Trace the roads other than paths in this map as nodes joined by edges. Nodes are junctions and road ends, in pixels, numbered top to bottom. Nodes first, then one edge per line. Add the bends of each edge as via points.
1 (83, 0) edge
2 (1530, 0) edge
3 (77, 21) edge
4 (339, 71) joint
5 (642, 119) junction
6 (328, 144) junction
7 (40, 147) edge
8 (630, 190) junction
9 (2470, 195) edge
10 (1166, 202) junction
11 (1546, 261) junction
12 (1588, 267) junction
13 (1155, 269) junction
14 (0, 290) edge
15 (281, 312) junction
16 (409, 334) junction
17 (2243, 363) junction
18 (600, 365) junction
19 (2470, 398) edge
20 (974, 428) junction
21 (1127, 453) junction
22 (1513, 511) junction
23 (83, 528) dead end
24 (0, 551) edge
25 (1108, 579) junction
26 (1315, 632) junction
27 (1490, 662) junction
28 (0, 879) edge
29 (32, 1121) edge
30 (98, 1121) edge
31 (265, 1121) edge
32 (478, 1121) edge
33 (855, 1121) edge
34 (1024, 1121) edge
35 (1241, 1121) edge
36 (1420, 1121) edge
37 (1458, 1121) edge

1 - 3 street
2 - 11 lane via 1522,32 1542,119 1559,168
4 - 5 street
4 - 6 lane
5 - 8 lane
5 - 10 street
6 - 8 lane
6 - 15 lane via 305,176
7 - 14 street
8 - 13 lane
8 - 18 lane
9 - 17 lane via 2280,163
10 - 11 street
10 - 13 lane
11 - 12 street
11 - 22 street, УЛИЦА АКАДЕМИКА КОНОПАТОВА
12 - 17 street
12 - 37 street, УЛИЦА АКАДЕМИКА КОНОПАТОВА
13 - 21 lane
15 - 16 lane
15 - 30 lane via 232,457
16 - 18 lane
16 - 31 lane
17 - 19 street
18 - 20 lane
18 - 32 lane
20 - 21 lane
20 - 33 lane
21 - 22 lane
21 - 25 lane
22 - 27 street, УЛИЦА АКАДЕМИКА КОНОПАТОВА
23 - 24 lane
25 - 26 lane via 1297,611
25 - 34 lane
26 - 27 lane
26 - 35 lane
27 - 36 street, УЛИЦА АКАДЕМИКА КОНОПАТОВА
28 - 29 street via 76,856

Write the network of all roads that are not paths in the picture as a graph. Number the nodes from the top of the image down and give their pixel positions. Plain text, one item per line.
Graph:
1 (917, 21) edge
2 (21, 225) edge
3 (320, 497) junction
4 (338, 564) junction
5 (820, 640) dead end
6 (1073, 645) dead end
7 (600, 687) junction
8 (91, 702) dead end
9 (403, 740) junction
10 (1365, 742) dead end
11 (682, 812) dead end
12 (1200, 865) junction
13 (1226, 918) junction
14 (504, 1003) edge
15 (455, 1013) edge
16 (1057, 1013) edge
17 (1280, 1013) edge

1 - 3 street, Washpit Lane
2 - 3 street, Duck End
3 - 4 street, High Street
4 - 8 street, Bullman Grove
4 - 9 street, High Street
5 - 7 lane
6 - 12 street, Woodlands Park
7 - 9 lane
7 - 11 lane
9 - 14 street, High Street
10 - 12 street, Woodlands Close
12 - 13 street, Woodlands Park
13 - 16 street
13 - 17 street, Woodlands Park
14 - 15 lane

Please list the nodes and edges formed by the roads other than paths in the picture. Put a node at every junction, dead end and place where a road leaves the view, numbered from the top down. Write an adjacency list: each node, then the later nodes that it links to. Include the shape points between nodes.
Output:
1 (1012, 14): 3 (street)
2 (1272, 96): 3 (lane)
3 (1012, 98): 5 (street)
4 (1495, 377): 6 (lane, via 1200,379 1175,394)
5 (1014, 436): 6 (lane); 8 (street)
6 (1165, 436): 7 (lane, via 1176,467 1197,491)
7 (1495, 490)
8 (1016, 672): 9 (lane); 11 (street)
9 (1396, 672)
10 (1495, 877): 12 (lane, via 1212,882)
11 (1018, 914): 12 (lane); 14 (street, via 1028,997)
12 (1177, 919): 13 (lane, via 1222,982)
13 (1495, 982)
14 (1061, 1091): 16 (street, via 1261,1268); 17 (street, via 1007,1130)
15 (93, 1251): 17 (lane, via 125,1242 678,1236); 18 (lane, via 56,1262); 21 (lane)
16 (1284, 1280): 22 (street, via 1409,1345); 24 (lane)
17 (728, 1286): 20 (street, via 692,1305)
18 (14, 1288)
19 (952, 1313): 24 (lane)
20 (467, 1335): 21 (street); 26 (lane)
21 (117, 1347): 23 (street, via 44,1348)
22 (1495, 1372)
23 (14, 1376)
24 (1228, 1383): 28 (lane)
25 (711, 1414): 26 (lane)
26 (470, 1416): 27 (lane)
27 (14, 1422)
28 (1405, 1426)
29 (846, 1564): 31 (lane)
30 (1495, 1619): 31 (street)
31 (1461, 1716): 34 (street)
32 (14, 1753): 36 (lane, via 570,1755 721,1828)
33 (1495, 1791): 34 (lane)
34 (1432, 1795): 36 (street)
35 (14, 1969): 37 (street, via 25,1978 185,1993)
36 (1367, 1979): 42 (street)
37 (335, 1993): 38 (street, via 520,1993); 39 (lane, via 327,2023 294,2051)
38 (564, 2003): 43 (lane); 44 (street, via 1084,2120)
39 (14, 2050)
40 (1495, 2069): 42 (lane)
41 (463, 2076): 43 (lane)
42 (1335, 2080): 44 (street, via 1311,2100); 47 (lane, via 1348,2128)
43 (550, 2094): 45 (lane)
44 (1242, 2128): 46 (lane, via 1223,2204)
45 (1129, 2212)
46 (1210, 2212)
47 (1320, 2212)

Your task: Extract each line from the entries above that contains the string "Woodlands".

Expected answer:
6 - 12 street, Woodlands Park
10 - 12 street, Woodlands Close
12 - 13 street, Woodlands Park
13 - 17 street, Woodlands Park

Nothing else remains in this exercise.